## Instructions to follow
All entries are to be given again verbatim.

## Provided data
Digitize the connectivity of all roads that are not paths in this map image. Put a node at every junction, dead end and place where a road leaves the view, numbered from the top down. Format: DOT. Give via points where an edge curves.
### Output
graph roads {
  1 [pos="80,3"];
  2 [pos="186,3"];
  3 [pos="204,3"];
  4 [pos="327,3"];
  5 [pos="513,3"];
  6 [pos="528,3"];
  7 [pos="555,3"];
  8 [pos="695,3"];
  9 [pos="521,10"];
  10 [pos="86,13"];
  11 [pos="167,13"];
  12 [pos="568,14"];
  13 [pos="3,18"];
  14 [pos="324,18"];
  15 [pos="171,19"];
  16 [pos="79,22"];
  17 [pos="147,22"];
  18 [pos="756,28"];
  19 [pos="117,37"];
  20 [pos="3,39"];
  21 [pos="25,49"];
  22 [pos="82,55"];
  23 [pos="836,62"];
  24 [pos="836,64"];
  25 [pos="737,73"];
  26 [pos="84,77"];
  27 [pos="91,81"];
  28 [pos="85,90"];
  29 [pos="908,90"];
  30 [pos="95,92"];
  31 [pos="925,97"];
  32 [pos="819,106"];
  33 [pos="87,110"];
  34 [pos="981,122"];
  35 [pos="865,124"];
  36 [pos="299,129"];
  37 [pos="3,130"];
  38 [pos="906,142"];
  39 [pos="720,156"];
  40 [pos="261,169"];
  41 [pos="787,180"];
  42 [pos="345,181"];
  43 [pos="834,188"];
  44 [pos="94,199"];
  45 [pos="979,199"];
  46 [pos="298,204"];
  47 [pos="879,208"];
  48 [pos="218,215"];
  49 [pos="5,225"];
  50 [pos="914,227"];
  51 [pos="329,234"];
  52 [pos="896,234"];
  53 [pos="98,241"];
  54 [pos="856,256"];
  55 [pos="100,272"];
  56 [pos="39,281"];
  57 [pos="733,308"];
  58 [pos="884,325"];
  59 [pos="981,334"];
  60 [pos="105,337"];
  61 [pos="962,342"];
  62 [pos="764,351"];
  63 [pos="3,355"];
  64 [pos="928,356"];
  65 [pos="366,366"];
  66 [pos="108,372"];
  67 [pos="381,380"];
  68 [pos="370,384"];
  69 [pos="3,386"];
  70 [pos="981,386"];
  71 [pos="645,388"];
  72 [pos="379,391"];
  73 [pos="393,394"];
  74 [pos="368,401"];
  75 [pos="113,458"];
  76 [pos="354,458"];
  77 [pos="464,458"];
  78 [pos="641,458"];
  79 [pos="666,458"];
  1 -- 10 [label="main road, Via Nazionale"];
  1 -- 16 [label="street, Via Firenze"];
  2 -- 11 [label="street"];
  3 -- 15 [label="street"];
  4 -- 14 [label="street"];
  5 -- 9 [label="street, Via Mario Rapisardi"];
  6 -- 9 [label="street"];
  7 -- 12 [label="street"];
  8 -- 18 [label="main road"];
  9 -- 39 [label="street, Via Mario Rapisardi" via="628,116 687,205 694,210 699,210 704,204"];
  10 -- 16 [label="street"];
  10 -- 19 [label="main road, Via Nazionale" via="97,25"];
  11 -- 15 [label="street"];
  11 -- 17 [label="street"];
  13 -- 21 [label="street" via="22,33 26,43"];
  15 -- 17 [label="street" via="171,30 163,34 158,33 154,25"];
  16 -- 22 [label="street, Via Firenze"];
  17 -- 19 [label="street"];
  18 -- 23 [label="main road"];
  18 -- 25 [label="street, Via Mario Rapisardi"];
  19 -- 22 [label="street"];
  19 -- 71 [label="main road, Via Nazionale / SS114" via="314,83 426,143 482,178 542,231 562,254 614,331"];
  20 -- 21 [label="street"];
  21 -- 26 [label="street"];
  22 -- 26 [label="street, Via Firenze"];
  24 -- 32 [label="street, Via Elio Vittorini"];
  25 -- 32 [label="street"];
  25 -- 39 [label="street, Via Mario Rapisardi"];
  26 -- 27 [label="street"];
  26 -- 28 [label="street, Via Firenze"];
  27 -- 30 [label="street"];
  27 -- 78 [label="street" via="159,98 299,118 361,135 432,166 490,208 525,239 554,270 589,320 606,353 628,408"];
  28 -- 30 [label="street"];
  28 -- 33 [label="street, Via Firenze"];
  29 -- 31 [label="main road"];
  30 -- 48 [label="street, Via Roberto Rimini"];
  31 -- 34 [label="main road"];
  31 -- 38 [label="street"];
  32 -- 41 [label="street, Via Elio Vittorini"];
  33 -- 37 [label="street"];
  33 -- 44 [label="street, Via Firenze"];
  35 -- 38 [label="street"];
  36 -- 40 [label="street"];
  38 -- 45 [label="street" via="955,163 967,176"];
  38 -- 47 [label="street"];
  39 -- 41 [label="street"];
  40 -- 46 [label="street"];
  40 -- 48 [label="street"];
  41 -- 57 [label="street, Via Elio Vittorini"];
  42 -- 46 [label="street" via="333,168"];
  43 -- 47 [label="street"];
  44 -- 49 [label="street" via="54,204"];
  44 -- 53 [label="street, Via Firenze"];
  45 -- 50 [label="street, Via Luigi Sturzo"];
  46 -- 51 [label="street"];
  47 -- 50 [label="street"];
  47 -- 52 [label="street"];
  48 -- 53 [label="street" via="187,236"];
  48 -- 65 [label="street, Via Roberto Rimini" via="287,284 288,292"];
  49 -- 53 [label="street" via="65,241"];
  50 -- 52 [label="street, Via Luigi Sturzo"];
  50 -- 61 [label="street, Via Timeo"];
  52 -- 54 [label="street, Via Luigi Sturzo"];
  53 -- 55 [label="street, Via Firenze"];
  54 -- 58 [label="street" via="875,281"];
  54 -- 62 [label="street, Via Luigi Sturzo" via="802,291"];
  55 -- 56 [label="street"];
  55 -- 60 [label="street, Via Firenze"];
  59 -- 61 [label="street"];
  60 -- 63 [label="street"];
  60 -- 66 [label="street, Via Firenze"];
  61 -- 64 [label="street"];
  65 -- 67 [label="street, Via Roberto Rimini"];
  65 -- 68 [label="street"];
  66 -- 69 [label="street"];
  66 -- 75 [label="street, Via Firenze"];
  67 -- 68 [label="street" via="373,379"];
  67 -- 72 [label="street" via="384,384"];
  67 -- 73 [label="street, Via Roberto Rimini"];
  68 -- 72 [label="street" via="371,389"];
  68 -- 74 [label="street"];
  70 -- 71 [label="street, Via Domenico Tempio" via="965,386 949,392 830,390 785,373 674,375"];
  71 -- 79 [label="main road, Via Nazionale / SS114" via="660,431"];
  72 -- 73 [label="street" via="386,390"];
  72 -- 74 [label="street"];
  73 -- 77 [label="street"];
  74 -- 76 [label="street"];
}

## Exercise response
Digitize the connectivity of all roads that are not paths in this map image. Put a node at every junction, dead end and place where a road leaves the view, numbered from the top down. Format: DOT. Give via points where an edge curves.
### Output
graph roads {
  1 [pos="80,3"];
  2 [pos="186,3"];
  3 [pos="204,3"];
  4 [pos="327,3"];
  5 [pos="513,3"];
  6 [pos="528,3"];
  7 [pos="555,3"];
  8 [pos="695,3"];
  9 [pos="521,10"];
  10 [pos="86,13"];
  11 [pos="167,13"];
  12 [pos="568,14"];
  13 [pos="3,18"];
  14 [pos="324,18"];
  15 [pos="171,19"];
  16 [pos="79,22"];
  17 [pos="147,22"];
  18 [pos="756,28"];
  19 [pos="117,37"];
  20 [pos="3,39"];
  21 [pos="25,49"];
  22 [pos="82,55"];
  23 [pos="836,62"];
  24 [pos="836,64"];
  25 [pos="737,73"];
  26 [pos="84,77"];
  27 [pos="91,81"];
  28 [pos="85,90"];
  29 [pos="908,90"];
  30 [pos="95,92"];
  31 [pos="925,97"];
  32 [pos="819,106"];
  33 [pos="87,110"];
  34 [pos="981,122"];
  35 [pos="865,124"];
  36 [pos="299,129"];
  37 [pos="3,130"];
  38 [pos="906,142"];
  39 [pos="720,156"];
  40 [pos="261,169"];
  41 [pos="787,180"];
  42 [pos="345,181"];
  43 [pos="834,188"];
  44 [pos="94,199"];
  45 [pos="979,199"];
  46 [pos="298,204"];
  47 [pos="879,208"];
  48 [pos="218,215"];
  49 [pos="5,225"];
  50 [pos="914,227"];
  51 [pos="329,234"];
  52 [pos="896,234"];
  53 [pos="98,241"];
  54 [pos="856,256"];
  55 [pos="100,272"];
  56 [pos="39,281"];
  57 [pos="733,308"];
  58 [pos="884,325"];
  59 [pos="981,334"];
  60 [pos="105,337"];
  61 [pos="962,342"];
  62 [pos="764,351"];
  63 [pos="3,355"];
  64 [pos="928,356"];
  65 [pos="366,366"];
  66 [pos="108,372"];
  67 [pos="381,380"];
  68 [pos="370,384"];
  69 [pos="3,386"];
  70 [pos="981,386"];
  71 [pos="645,388"];
  72 [pos="379,391"];
  73 [pos="393,394"];
  74 [pos="368,401"];
  75 [pos="113,458"];
  76 [pos="354,458"];
  77 [pos="464,458"];
  78 [pos="641,458"];
  79 [pos="666,458"];
  1 -- 10 [label="main road, Via Nazionale"];
  1 -- 16 [label="street, Via Firenze"];
  2 -- 11 [label="street"];
  3 -- 15 [label="street"];
  4 -- 14 [label="street"];
  5 -- 9 [label="street, Via Mario Rapisardi"];
  6 -- 9 [label="street"];
  7 -- 12 [label="street"];
  8 -- 18 [label="main road"];
  9 -- 39 [label="street, Via Mario Rapisardi" via="628,116 687,205 694,210 699,210 704,204"];
  10 -- 16 [label="street"];
  10 -- 19 [label="main road, Via Nazionale" via="97,25"];
  11 -- 15 [label="street"];
  11 -- 17 [label="street"];
  13 -- 21 [label="street" via="22,33 26,43"];
  15 -- 17 [label="street" via="171,30 163,34 158,33 154,25"];
  16 -- 22 [label="street, Via Firenze"];
  17 -- 19 [label="street"];
  18 -- 23 [label="main road"];
  18 -- 25 [label="street, Via Mario Rapisardi"];
  19 -- 22 [label="street"];
  19 -- 71 [label="main road, Via Nazionale / SS114" via="314,83 426,143 482,178 542,231 562,254 614,331"];
  20 -- 21 [label="street"];
  21 -- 26 [label="street"];
  22 -- 26 [label="street, Via Firenze"];
  24 -- 32 [label="street, Via Elio Vittorini"];
  25 -- 32 [label="street"];
  25 -- 39 [label="street, Via Mario Rapisardi"];
  26 -- 27 [label="street"];
  26 -- 28 [label="street, Via Firenze"];
  27 -- 30 [label="street"];
  27 -- 78 [label="street" via="159,98 299,118 361,135 432,166 490,208 525,239 554,270 589,320 606,353 628,408"];
  28 -- 30 [label="street"];
  28 -- 33 [label="street, Via Firenze"];
  29 -- 31 [label="main road"];
  30 -- 48 [label="street, Via Roberto Rimini"];
  31 -- 34 [label="main road"];
  31 -- 38 [label="street"];
  32 -- 41 [label="street, Via Elio Vittorini"];
  33 -- 37 [label="street"];
  33 -- 44 [label="street, Via Firenze"];
  35 -- 38 [label="street"];
  36 -- 40 [label="street"];
  38 -- 45 [label="street" via="955,163 967,176"];
  38 -- 47 [label="street"];
  39 -- 41 [label="street"];
  40 -- 46 [label="street"];
  40 -- 48 [label="street"];
  41 -- 57 [label="street, Via Elio Vittorini"];
  42 -- 46 [label="street" via="333,168"];
  43 -- 47 [label="street"];
  44 -- 49 [label="street" via="54,204"];
  44 -- 53 [label="street, Via Firenze"];
  45 -- 50 [label="street, Via Luigi Sturzo"];
  46 -- 51 [label="street"];
  47 -- 50 [label="street"];
  47 -- 52 [label="street"];
  48 -- 53 [label="street" via="187,236"];
  48 -- 65 [label="street, Via Roberto Rimini" via="287,284 288,292"];
  49 -- 53 [label="street" via="65,241"];
  50 -- 52 [label="street, Via Luigi Sturzo"];
  50 -- 61 [label="street, Via Timeo"];
  52 -- 54 [label="street, Via Luigi Sturzo"];
  53 -- 55 [label="street, Via Firenze"];
  54 -- 58 [label="street" via="875,281"];
  54 -- 62 [label="street, Via Luigi Sturzo" via="802,291"];
  55 -- 56 [label="street"];
  55 -- 60 [label="street, Via Firenze"];
  59 -- 61 [label="street"];
  60 -- 63 [label="street"];
  60 -- 66 [label="street, Via Firenze"];
  61 -- 64 [label="street"];
  65 -- 67 [label="street, Via Roberto Rimini"];
  65 -- 68 [label="street"];
  66 -- 69 [label="street"];
  66 -- 75 [label="street, Via Firenze"];
  67 -- 68 [label="street" via="373,379"];
  67 -- 72 [label="street" via="384,384"];
  67 -- 73 [label="street, Via Roberto Rimini"];
  68 -- 72 [label="street" via="371,389"];
  68 -- 74 [label="street"];
  70 -- 71 [label="street, Via Domenico Tempio" via="965,386 949,392 830,390 785,373 674,375"];
  71 -- 79 [label="main road, Via Nazionale / SS114" via="660,431"];
  72 -- 73 [label="street" via="386,390"];
  72 -- 74 [label="street"];
  73 -- 77 [label="street"];
  74 -- 76 [label="street"];
}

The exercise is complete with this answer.